Terrain Idea for Microarmor
By Joe Shaffer
My micro-armor set consists of Western Front units and one of the long term problems I've had with the period is recreating the bocage. My idea grew from descriptions of bocage in Stephen Ambrose's Citizen Soldier and in Against the Panzers by Vannoy and Karamales. Both of these books emphasize the extremely dense nature of the hedgerow. Despite this popular name, "hedgerows" had little similarity to what we would today call a hedge, so modeling it has required more, in my opinion than scruffy bushes.
- good scissors
- white glue
- fine sandpaper
- coping saw or foam cutter
- tan or light brown (earth tone) paint and brush
- ruler and ball point pen (for marking out strips on felt)

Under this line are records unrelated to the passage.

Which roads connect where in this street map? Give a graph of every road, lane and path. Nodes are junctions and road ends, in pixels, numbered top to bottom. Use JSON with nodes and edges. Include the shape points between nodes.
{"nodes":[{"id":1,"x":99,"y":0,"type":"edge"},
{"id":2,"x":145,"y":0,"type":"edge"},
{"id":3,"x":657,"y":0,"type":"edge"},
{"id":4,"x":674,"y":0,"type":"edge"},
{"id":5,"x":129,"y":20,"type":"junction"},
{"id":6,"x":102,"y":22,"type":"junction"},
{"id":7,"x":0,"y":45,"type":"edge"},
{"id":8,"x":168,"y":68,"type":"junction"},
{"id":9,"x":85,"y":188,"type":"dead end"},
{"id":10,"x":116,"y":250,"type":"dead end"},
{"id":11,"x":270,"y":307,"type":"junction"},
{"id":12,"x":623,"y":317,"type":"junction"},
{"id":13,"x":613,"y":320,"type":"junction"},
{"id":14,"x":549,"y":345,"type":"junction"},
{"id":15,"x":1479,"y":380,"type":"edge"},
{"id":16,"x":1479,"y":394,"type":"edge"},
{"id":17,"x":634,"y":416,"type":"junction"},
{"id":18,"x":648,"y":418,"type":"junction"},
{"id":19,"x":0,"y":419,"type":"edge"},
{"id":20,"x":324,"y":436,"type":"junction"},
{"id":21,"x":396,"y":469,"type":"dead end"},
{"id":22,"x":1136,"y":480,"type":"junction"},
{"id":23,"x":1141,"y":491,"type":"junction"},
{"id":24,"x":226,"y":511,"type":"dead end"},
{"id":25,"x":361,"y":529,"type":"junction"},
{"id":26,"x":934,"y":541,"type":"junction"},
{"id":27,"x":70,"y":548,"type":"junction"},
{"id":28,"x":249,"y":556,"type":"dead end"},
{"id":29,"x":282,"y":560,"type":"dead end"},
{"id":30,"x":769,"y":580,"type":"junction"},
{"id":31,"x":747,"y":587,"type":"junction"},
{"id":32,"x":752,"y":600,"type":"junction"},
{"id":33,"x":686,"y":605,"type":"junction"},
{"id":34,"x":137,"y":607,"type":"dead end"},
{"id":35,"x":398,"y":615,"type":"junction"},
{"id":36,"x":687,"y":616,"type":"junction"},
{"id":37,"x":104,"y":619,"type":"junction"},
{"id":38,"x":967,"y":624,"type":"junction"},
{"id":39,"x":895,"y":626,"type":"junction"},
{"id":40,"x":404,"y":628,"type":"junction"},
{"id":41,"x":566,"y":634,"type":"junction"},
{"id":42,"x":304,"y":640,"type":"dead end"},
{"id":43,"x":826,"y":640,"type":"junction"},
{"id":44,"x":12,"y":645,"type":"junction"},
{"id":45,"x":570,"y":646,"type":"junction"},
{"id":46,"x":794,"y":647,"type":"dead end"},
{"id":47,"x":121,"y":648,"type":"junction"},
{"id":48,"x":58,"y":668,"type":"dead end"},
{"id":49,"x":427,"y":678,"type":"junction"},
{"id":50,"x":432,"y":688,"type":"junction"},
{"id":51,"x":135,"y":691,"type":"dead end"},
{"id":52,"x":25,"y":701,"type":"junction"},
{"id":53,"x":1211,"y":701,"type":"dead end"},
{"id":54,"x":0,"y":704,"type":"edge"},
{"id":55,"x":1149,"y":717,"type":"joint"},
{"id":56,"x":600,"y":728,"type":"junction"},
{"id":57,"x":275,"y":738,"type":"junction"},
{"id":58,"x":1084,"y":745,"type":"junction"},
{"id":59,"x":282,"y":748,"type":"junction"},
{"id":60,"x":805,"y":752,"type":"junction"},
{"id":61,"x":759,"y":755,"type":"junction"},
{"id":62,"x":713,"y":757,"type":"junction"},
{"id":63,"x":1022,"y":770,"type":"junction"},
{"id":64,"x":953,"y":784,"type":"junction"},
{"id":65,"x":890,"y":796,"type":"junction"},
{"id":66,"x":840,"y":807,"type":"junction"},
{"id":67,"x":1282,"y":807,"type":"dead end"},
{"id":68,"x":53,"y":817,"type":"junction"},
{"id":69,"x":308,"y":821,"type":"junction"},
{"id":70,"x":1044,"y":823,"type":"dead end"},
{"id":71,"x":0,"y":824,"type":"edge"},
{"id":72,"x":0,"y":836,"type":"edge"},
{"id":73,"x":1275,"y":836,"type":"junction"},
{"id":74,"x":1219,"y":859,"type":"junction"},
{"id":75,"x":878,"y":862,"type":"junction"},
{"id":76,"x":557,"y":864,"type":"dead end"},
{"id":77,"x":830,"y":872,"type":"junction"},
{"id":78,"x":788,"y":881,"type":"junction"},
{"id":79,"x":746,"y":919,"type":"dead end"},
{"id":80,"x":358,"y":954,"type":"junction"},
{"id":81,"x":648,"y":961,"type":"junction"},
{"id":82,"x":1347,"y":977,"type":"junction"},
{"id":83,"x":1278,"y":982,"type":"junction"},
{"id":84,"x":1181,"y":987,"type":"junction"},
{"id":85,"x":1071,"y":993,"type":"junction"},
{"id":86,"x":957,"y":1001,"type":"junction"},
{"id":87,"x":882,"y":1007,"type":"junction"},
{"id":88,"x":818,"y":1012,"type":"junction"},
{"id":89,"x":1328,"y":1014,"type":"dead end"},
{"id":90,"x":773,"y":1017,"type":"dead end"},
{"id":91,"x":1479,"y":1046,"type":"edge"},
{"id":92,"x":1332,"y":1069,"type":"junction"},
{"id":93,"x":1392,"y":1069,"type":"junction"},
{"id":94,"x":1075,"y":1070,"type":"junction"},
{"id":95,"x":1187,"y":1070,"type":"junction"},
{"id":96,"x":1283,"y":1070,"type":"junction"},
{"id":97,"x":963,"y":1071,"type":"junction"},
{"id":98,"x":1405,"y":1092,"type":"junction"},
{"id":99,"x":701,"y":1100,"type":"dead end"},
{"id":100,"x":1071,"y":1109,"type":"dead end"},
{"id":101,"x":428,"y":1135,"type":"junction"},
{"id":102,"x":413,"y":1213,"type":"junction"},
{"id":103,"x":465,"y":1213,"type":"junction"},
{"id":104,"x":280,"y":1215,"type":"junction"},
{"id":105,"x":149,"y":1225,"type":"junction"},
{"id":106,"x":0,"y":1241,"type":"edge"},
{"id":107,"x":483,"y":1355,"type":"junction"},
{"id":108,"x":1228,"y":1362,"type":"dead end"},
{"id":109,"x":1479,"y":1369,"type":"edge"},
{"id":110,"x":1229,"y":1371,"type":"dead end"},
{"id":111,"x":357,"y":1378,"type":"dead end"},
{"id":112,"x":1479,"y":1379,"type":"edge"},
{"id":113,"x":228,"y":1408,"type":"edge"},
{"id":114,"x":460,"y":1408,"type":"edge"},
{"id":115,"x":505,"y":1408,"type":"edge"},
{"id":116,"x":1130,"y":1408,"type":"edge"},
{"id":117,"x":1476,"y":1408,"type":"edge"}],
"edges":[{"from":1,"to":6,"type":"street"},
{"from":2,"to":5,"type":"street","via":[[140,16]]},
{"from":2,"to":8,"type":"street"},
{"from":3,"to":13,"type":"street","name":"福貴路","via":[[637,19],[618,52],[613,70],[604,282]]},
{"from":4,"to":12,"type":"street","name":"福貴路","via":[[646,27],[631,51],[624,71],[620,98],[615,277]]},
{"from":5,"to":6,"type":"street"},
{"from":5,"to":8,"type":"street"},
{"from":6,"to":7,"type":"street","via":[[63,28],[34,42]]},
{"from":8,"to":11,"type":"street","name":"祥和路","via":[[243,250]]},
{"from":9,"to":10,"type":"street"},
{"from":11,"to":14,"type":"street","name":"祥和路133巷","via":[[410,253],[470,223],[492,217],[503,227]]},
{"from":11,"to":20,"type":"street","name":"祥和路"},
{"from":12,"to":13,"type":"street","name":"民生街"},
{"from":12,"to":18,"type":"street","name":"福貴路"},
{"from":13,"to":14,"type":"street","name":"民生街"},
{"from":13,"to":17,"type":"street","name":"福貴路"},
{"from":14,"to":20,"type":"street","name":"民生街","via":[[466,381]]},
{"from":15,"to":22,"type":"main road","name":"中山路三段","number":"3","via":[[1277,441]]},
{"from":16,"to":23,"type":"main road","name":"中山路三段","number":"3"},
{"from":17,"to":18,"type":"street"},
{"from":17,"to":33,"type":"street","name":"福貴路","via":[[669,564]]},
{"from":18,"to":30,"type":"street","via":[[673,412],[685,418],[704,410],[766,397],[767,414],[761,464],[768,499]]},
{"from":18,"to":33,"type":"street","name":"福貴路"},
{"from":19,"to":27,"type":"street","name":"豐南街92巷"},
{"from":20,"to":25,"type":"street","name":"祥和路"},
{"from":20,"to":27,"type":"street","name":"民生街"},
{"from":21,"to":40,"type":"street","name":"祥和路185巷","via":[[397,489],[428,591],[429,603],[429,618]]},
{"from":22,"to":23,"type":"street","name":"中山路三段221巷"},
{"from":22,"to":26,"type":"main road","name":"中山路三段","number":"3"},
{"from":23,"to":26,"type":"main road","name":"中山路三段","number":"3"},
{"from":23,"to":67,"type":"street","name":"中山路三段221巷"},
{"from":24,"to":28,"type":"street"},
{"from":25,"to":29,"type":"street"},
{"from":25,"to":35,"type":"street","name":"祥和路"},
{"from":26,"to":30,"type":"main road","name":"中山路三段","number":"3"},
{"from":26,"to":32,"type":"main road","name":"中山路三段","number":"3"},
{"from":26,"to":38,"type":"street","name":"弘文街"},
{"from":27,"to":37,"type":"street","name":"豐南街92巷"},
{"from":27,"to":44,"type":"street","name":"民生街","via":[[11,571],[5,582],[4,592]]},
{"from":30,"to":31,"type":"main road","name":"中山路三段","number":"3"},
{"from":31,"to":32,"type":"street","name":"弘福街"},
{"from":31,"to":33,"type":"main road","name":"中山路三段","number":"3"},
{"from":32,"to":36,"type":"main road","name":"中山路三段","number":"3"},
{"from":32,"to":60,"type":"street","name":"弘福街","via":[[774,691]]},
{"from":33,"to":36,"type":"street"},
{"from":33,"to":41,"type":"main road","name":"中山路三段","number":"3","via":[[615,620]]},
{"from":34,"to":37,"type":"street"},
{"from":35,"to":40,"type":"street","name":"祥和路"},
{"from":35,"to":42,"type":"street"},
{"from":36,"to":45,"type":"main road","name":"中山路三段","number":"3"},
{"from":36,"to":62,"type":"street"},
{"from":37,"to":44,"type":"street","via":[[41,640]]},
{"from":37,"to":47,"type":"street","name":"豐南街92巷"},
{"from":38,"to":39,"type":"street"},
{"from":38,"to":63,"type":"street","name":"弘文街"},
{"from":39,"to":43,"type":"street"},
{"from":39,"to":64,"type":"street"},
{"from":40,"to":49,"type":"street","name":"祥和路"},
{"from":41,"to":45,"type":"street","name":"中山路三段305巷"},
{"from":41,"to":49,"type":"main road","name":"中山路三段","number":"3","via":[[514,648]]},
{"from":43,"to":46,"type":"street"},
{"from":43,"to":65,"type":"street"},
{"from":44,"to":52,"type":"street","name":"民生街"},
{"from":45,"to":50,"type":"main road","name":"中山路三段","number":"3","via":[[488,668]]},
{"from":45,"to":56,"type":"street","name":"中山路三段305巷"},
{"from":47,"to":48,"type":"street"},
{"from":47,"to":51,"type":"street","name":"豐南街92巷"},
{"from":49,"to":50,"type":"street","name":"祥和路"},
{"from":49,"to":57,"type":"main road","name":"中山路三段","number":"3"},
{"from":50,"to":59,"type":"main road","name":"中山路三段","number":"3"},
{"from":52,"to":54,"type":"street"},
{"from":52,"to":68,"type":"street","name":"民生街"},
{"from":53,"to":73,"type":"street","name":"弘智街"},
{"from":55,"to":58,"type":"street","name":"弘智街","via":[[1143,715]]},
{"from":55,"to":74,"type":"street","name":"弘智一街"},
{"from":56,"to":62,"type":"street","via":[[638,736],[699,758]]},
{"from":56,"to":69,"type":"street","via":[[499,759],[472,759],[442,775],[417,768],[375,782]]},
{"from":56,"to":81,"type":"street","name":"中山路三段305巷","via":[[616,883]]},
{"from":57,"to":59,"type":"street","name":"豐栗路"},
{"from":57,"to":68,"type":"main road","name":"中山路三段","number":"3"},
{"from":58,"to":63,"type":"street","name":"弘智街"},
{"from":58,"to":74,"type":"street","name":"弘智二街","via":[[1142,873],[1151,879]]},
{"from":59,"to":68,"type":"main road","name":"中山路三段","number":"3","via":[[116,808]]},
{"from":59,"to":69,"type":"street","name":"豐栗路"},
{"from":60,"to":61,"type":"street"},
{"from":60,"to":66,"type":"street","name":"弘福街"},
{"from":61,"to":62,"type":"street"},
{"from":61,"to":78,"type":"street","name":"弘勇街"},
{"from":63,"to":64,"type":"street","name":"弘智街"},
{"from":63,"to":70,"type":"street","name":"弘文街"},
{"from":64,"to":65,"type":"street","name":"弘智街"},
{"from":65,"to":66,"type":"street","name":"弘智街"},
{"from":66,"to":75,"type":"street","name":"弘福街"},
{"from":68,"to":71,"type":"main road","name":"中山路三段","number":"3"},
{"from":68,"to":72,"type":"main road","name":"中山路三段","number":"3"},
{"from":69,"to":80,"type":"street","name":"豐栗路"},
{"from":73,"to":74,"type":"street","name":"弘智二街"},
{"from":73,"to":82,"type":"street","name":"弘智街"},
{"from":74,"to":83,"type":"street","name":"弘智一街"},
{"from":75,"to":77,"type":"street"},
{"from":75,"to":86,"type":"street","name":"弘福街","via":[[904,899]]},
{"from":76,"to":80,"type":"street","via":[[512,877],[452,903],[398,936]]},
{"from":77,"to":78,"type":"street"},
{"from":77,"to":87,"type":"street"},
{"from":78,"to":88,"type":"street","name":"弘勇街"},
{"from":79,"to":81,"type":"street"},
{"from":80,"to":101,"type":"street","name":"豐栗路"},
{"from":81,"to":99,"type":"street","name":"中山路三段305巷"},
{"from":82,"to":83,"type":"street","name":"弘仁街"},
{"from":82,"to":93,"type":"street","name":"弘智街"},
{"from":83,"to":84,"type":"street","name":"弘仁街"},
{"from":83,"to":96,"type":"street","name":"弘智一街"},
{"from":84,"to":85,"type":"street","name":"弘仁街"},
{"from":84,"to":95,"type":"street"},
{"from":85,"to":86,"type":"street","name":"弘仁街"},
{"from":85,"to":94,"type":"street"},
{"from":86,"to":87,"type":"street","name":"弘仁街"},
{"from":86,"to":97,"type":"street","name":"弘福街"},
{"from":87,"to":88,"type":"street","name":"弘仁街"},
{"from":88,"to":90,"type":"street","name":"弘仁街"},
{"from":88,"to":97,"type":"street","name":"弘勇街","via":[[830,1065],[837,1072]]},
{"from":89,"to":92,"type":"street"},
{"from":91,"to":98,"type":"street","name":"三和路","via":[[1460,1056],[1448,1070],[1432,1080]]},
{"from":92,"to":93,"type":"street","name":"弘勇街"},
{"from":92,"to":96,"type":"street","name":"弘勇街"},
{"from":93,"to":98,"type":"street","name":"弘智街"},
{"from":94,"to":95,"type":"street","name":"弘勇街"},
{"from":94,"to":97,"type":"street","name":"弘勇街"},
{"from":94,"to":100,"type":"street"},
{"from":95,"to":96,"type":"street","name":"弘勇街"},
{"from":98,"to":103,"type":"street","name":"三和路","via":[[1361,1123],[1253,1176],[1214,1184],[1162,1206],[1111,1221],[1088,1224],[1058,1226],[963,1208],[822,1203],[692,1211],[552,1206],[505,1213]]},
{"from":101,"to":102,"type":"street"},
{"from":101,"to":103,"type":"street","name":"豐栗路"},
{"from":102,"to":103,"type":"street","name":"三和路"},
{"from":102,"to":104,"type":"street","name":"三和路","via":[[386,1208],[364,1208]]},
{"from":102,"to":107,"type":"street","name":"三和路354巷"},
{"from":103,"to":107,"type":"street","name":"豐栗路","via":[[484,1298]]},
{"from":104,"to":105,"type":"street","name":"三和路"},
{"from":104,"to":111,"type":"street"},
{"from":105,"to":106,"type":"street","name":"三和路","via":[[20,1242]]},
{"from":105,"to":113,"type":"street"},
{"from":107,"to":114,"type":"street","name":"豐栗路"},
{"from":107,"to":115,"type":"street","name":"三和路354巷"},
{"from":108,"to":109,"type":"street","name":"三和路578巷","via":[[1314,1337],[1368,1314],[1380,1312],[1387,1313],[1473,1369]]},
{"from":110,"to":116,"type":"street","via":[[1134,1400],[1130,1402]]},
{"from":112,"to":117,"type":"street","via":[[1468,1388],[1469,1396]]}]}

- 1x2' heavy cloth. (Recommend a stiff but thin needle point canvas or a material called buckram.)
- Styrofoam, about 1/4" thick (Recommend Terrain Maker stream hexes.)
- Tan felt (12 x 15" sheets)
- Green turf flocking (used by railroad modelers)
- Various colors of foam turf (also sold in railroad modeling shops)
- deciduous micro-scale tress (optional)
Cut the 1/4" thick styrofoam into strips about 1/4" to 3/8" wide. Since bocage ranged from a meter or so to three or more meters high, varying the size of the berm by cutting the foam in different widths will enhance the "natural variety" of your terrain. As for length, the Terrain Maker hexes will yield strips 1.5 to 4" inches long. Your lengths can vary.
Using white glue, paste these strips into longer lengths on the heavy fabric. The exact lengths are not too important and many lines of these styrofoam strips can be laid on your 1x2 fabric; they only have to be an inch or so apart. After the glue has thoroughly dried, use your fingernail and the sandpaper to shape and round off the strips by lightly scraping the edges. The result is the berm that is the base of the bocage. Cut these into strips leaving as little of the fabric showing as you can. You can cut the strips themselves into different lengths at this point; I used a variety ranging from 1.5" to 2".
The next step is to cut the tan felt into strips of two widths: one about .5" and another about 1.25" Glue the styrofoam strips onto the felt, centering the styrofoam on the narrow felt strips and along one edge on the wider ones. The wider felt will represent the sunken roads that paralleled many hedgerows. Next, use a tan or brown paint to paint the styrofoam strips, and the fabric and felt bases, but do not paint the "road side" of the wide edge of the felt. As you generously coat each strip in paint, use green flocking to cover the strip. When dry, glue foam foliage clusters in varying colors and shapes along the tops of the strips. If you have micro scale deciduous trees a scattering of these glued in will enhance the product. Note that the deciduous tree-making technique described n Terrain Maker is good. A final touch would be to lightly dry brush the road edges with a darker brown to add texture.